** Supplied data follows **

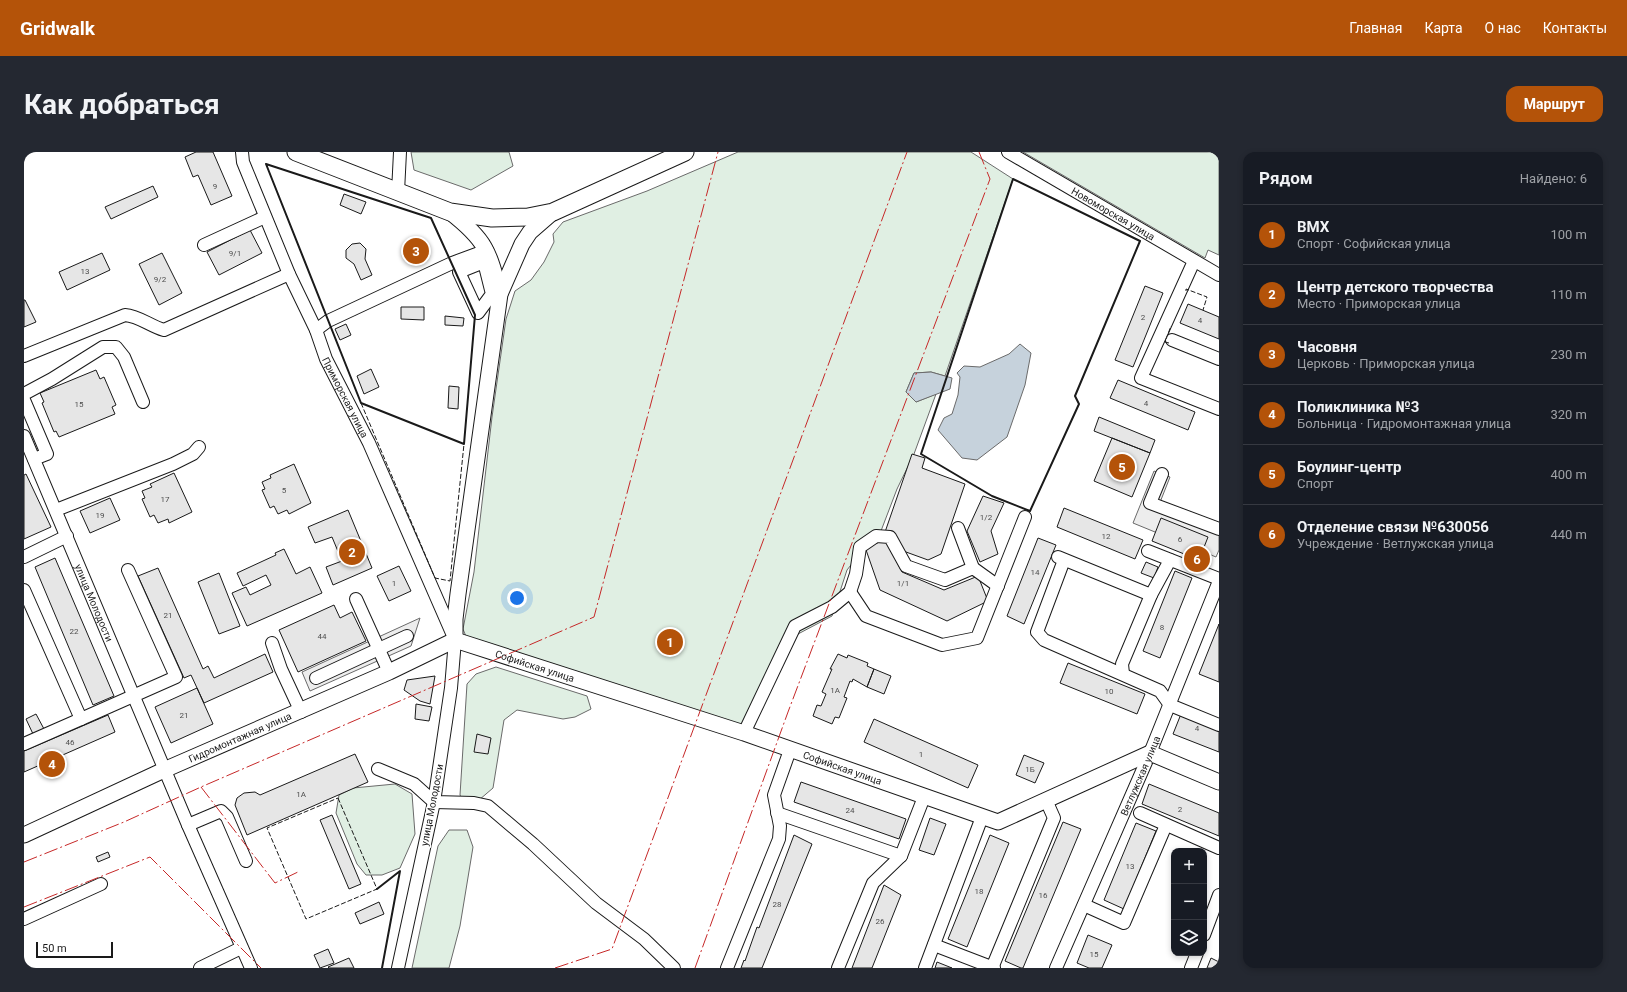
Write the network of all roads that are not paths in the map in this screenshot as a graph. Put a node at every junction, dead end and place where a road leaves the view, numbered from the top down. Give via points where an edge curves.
1 (242, 152) edge
2 (296, 152) edge
3 (400, 152) edge
4 (685, 152) edge
5 (1008, 152) edge
6 (398, 192) junction
7 (450, 212) junction
8 (553, 212) junction
9 (265, 217) junction
10 (204, 245) dead end
11 (487, 250) junction
12 (1194, 261) junction
13 (289, 274) junction
14 (1219, 275) edge
15 (500, 294) junction
16 (316, 330) junction
17 (1172, 340) dead end
18 (24, 356) edge
19 (1219, 359) edge
20 (24, 394) edge
21 (24, 400) edge
22 (143, 402) dead end
23 (1219, 410) edge
24 (24, 436) edge
25 (199, 446) dead end
26 (34, 459) junction
27 (1162, 474) dead end
28 (56, 510) junction
29 (1025, 517) dead end
30 (958, 528) dead end
31 (1219, 528) edge
32 (68, 536) junction
33 (1148, 551) dead end
34 (24, 557) edge
35 (1170, 560) junction
36 (972, 568) junction
37 (128, 570) dead end
38 (1219, 580) edge
39 (998, 586) junction
40 (24, 590) edge
41 (850, 592) junction
42 (1151, 595) junction
43 (356, 599) dead end
44 (407, 636) dead end
45 (455, 640) junction
46 (272, 642) dead end
47 (380, 650) junction
48 (389, 672) junction
49 (1123, 674) junction
50 (316, 678) dead end
51 (134, 695) junction
52 (1170, 705) junction
53 (300, 712) junction
54 (81, 719) junction
55 (1219, 725) edge
56 (744, 733) junction
57 (24, 744) edge
58 (790, 750) junction
59 (1150, 753) junction
60 (378, 769) dead end
61 (164, 770) junction
62 (1219, 782) edge
63 (924, 797) junction
64 (1046, 800) junction
65 (434, 802) junction
66 (777, 813) junction
67 (1140, 813) dead end
68 (982, 817) junction
69 (188, 825) junction
70 (1166, 825) junction
71 (24, 835) edge
72 (1219, 848) edge
73 (901, 856) junction
74 (246, 861) dead end
75 (101, 884) dead end
76 (1219, 895) edge
77 (1084, 905) junction
78 (24, 919) edge
79 (1214, 923) edge
80 (1207, 931) edge
81 (934, 945) junction
82 (241, 948) junction
83 (1196, 956) edge
84 (200, 968) edge
85 (251, 968) edge
86 (398, 968) edge
87 (674, 968) edge
88 (727, 968) edge
89 (838, 968) edge
90 (925, 968) edge
91 (993, 968) edge
92 (1056, 968) edge
93 (1191, 968) edge

1 - 9 street, Приморская улица via 243,162
2 - 6 highway
3 - 6 street
4 - 8 highway
5 - 12 street, Новоморская улица
6 - 7 highway
7 - 8 highway via 492,218 528,217
7 - 11 main road via 468,226
8 - 15 main road via 530,232 522,244
9 - 10 street
9 - 13 street, Приморская улица
11 - 15 main road via 489,265
11 - 16 street via 452,263 328,321
12 - 14 street, Новоморская улица
12 - 23 street via 1141,378
13 - 16 street, Приморская улица
13 - 18 street via 164,330 151,326 135,316 125,315
15 - 45 main road via 458,594
16 - 45 street, Приморская улица via 326,359 369,443
17 - 19 street
20 - 22 street via 103,347 116,347 124,357
21 - 26 street via 47,454
24 - 26 street, улица Молодости
25 - 28 street via 193,454 173,464
26 - 28 street, улица Молодости
27 - 31 street via 1150,503
28 - 32 street, улица Молодости
29 - 39 street
30 - 36 street
32 - 34 street
32 - 51 street, улица Молодости
33 - 35 street
35 - 38 street
35 - 42 street
36 - 39 street
36 - 41 street via 945,580 906,566 890,537 876,536 860,547
37 - 51 street via 176,677
38 - 52 street, Ветлужская улица
39 - 41 street via 977,638 942,646 866,616
40 - 54 street
41 - 56 street via 832,607 795,626
42 - 49 street via 1122,664
42 - 49 street via 1061,558 1037,632 1044,640
43 - 47 street
44 - 47 street
45 - 48 main road, Гидромонтажная улица
45 - 56 main road, Софийская улица
45 - 65 street, улица Молодости via 451,688
46 - 53 street
47 - 48 street
47 - 50 street
48 - 53 main road, Гидромонтажная улица
49 - 52 street via 1160,691
51 - 54 street
51 - 61 street, улица Молодости
52 - 55 street
52 - 59 street, Ветлужская улица
53 - 61 main road, Гидромонтажная улица
54 - 57 street
56 - 58 main road, Софийская улица
58 - 63 main road, Софийская улица
58 - 66 street via 774,795
59 - 62 main road
59 - 64 main road, Софийская улица
59 - 77 street, Ветлужская улица
60 - 65 street via 414,784
61 - 69 street, улица Молодости
61 - 71 main road, Гидромонтажная улица
63 - 68 main road, Софийская улица
63 - 73 street
64 - 68 main road, Софийская улица via 998,822
64 - 91 street via 1054,818
65 - 86 street, улица Молодости
65 - 87 street via 488,806 596,903 644,940
66 - 73 street
66 - 88 street via 779,839
67 - 70 street
68 - 81 street
69 - 74 street via 221,811 227,817
69 - 82 street, улица Молодости
70 - 72 street
70 - 77 street via 1124,923
73 - 89 street via 873,883
75 - 78 street
76 - 79 street
77 - 92 street, Ветлужская улица
79 - 80 street
81 - 90 street
81 - 91 street
82 - 84 street
82 - 85 street, улица Молодости
83 - 93 street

** End of Supplied data **

Description of the task:
Lines with "Молодости" in them are what the answer must contain; copy each from the records above.

Exercise output:
24 - 26 street, улица Молодости
26 - 28 street, улица Молодости
28 - 32 street, улица Молодости
32 - 51 street, улица Молодости
45 - 65 street, улица Молодости via 451,688
51 - 61 street, улица Молодости
61 - 69 street, улица Молодости
65 - 86 street, улица Молодости
69 - 82 street, улица Молодости
82 - 85 street, улица Молодости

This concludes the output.